Good informative post.
IMO HCG is old school thought.
As you said it has no real use as post cycle therapy since it doesnt recover the HPTA suppression but actually makes it worse.
Whereas I agree with all the physiology from what I gather from your post the reason to take is it to reverse testicular atrophy and make the testes enlarge near the end opf the cycle.
I find that somewhat difficult to envisage.
Now if we analyse the structure of the testes
A testicle contains about 250 testicular lobules; insides each of these are 1 to 3 tightly coiled seminiferous tubules. If outstretched, each seminiferous tube would be 2 to 3 feet in length.

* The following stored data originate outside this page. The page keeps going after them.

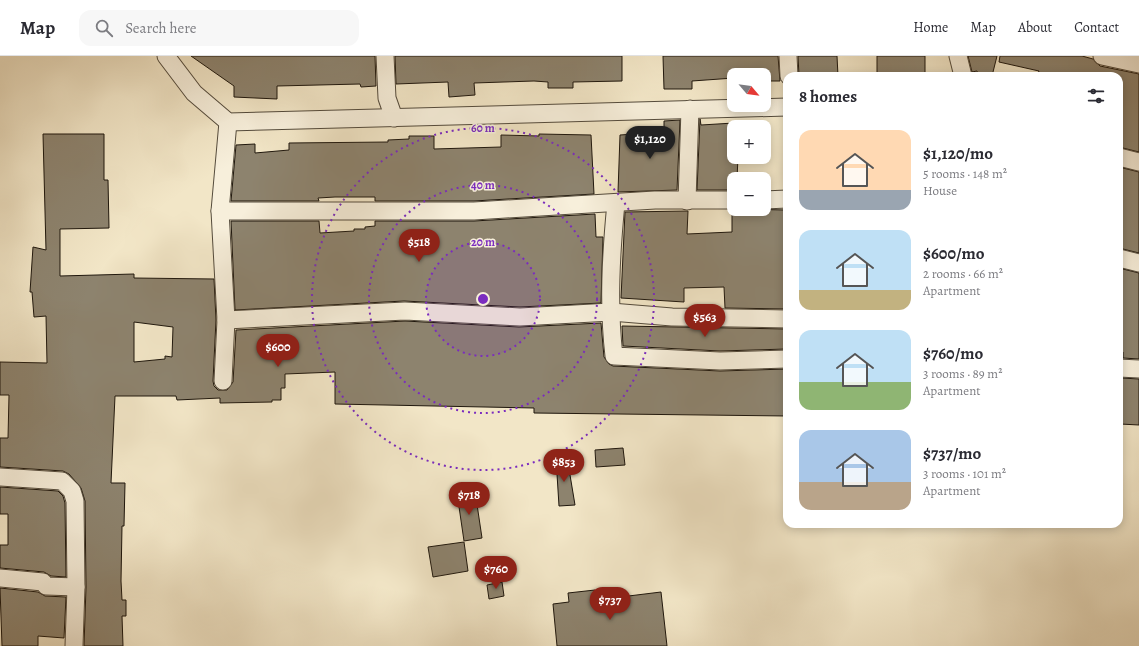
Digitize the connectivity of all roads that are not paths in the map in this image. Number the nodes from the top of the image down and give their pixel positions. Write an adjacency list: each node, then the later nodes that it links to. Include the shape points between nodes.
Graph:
1 (166, 56): 12 (street, via 194,93)
2 (385, 56): 11 (street, via 387,98)
3 (788, 56): 7 (street)
4 (958, 56): 8 (street)
5 (1102, 56): 6 (street)
6 (1139, 64)
7 (788, 72)
8 (962, 72)
9 (783, 107): 10 (street)
10 (690, 109): 11 (street); 18 (street)
11 (394, 118): 12 (street)
12 (228, 122): 20 (street)
13 (1123, 158): 14 (street)
14 (1139, 162)
15 (783, 199): 17 (street)
16 (727, 200): 18 (street)
17 (771, 200)
18 (687, 201): 19 (street)
19 (616, 203): 20 (street, via 474,211); 23 (street, via 611,261)
20 (220, 211): 25 (street)
21 (1123, 259): 22 (street)
22 (1139, 263)
23 (611, 312): 24 (street, via 672,317); 25 (street, via 520,317 405,311); 26 (street, via 614,356 720,360)
24 (783, 319)
25 (226, 320): 29 (street)
26 (783, 359)
27 (1123, 368): 28 (street)
28 (1139, 369)
29 (223, 381)
30 (0, 477): 32 (street, via 62,482 72,491 75,500)
31 (0, 578): 32 (street, via 43,582 46,586)
32 (76, 587): 33 (street)
33 (74, 646)

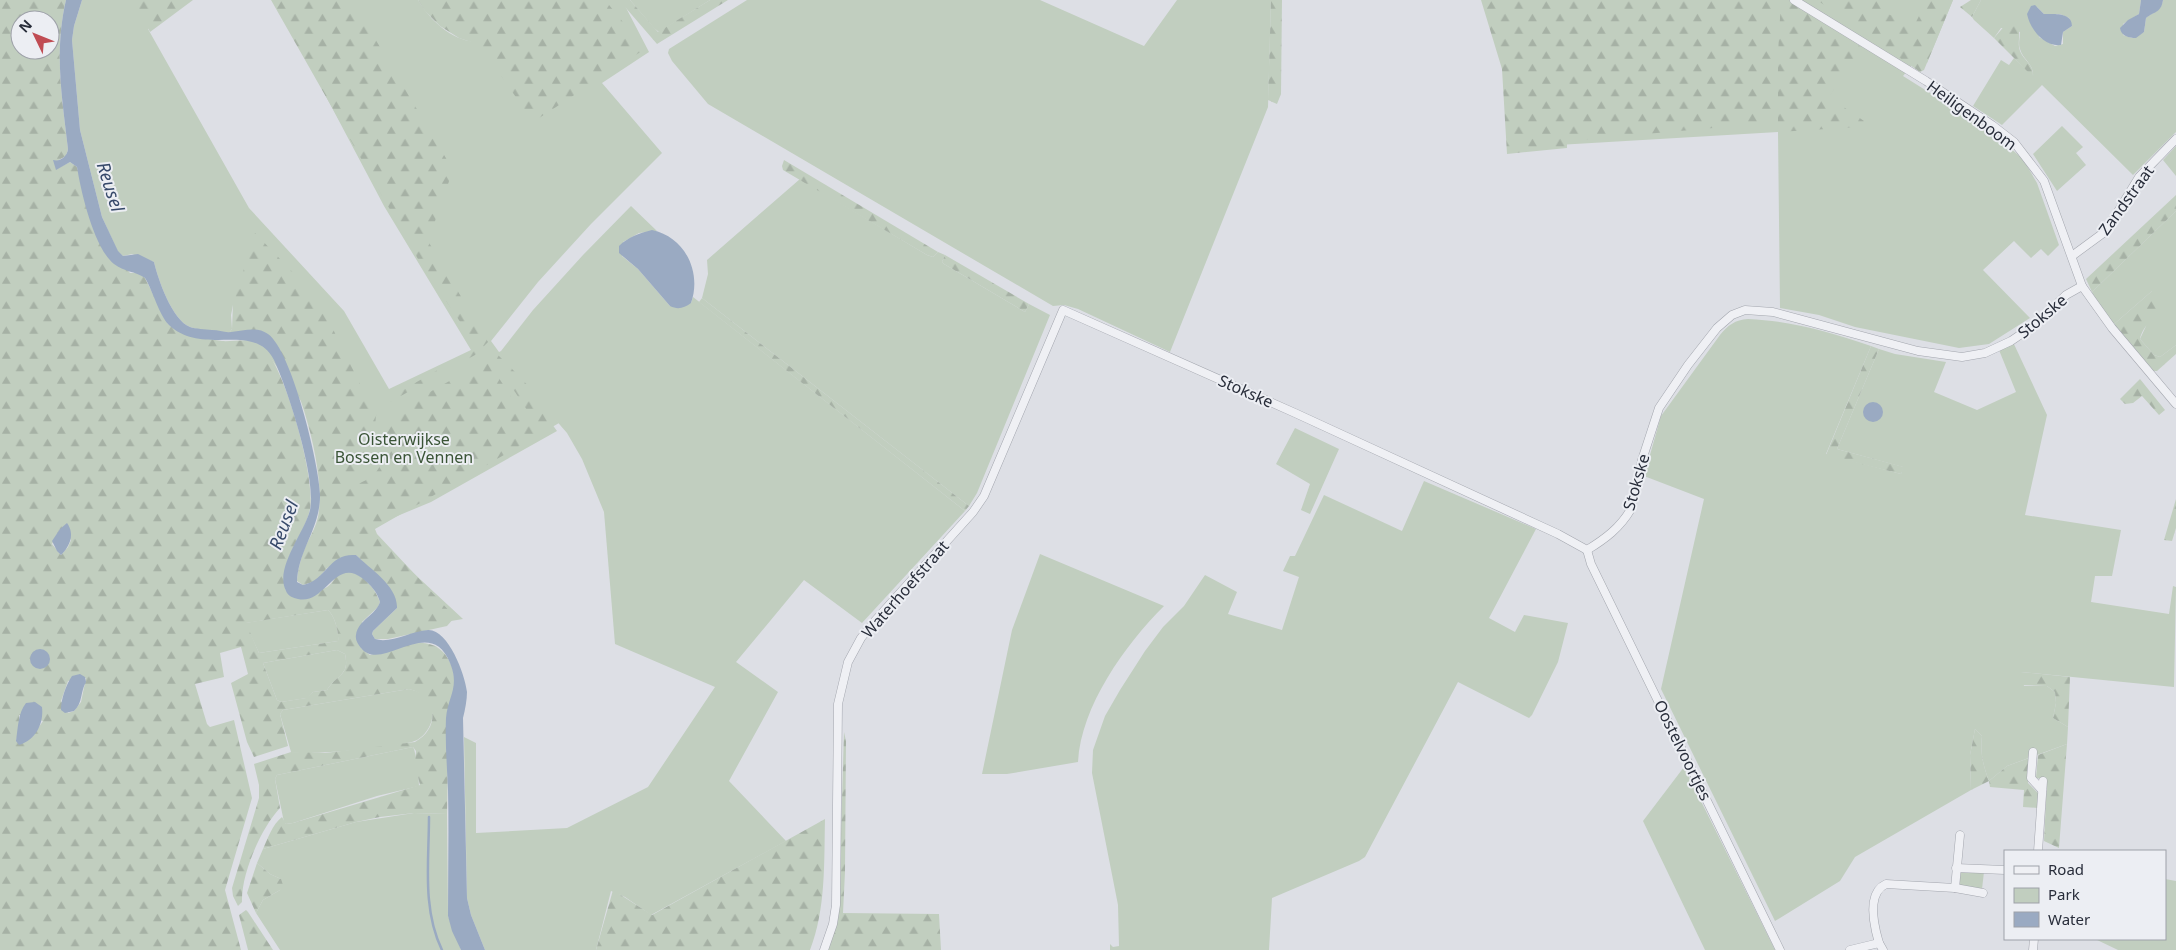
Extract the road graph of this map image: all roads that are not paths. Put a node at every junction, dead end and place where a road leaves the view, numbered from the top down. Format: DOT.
graph roads {
  1 [pos="1794,0"];
  2 [pos="2176,139"];
  3 [pos="2072,256"];
  4 [pos="2082,286"];
  5 [pos="1062,310"];
  6 [pos="2176,404"];
  7 [pos="1587,550"];
  8 [pos="2033,752"];
  9 [pos="2043,781"];
  10 [pos="2042,790"];
  11 [pos="1960,835"];
  12 [pos="2038,850"];
  13 [pos="1956,868"];
  14 [pos="2004,870"];
  15 [pos="1955,888"];
  16 [pos="1983,893"];
  17 [pos="1881,947"];
  18 [pos="824,950"];
  19 [pos="1780,950"];
  20 [pos="1850,950"];
  1 -- 3 [label="street, Heiligenboom"];
  2 -- 3 [label="street, Zandstraat"];
  3 -- 4 [label="street, Heiligenboom"];
  4 -- 6 [label="street, Heiligenboom"];
  4 -- 7 [label="street, Stokske"];
  5 -- 7 [label="street, Stokske"];
  5 -- 18 [label="street, Waterhoefstraat"];
  7 -- 19 [label="street, Oostelvoortjes"];
  8 -- 10 [label="street"];
  9 -- 10 [label="street"];
  10 -- 12 [label="street"];
  11 -- 13 [label="street"];
  13 -- 14 [label="street"];
  13 -- 15 [label="street"];
  15 -- 16 [label="street"];
  15 -- 17 [label="street"];
  17 -- 20 [label="street"];
}
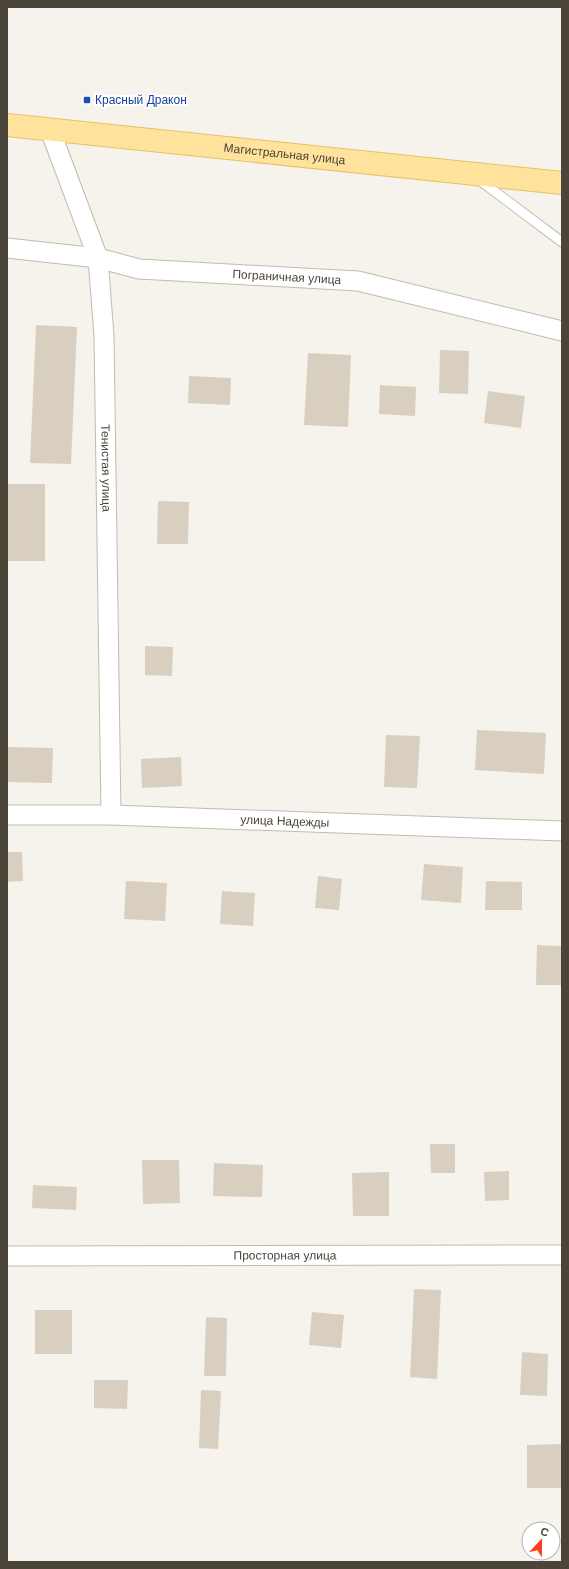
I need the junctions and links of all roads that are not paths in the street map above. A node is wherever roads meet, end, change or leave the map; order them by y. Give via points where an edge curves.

The seminferous tubules are the site of sperm production
The seminiferous tubules are also lined with pyramid-shaped cells known as the Sertoli cells. Located in spaces between the seminiferous tubules are the interstitial cells, which are also known as the Leydig cells. Their function is to produce testosterone,
So the testes is mainly comprised of tubules and sertoli cells.
Leydig cells are less in number,the very name interstitial cells tells you they are scattered in between the tubules.
As HCG has the actions of LH it acts on the Leydig cells.
So to increase the size of atrophied testes HCG would not be the drug of choice and along with its HPTA suppressive effects thats why IMO it is redundant.
Peace.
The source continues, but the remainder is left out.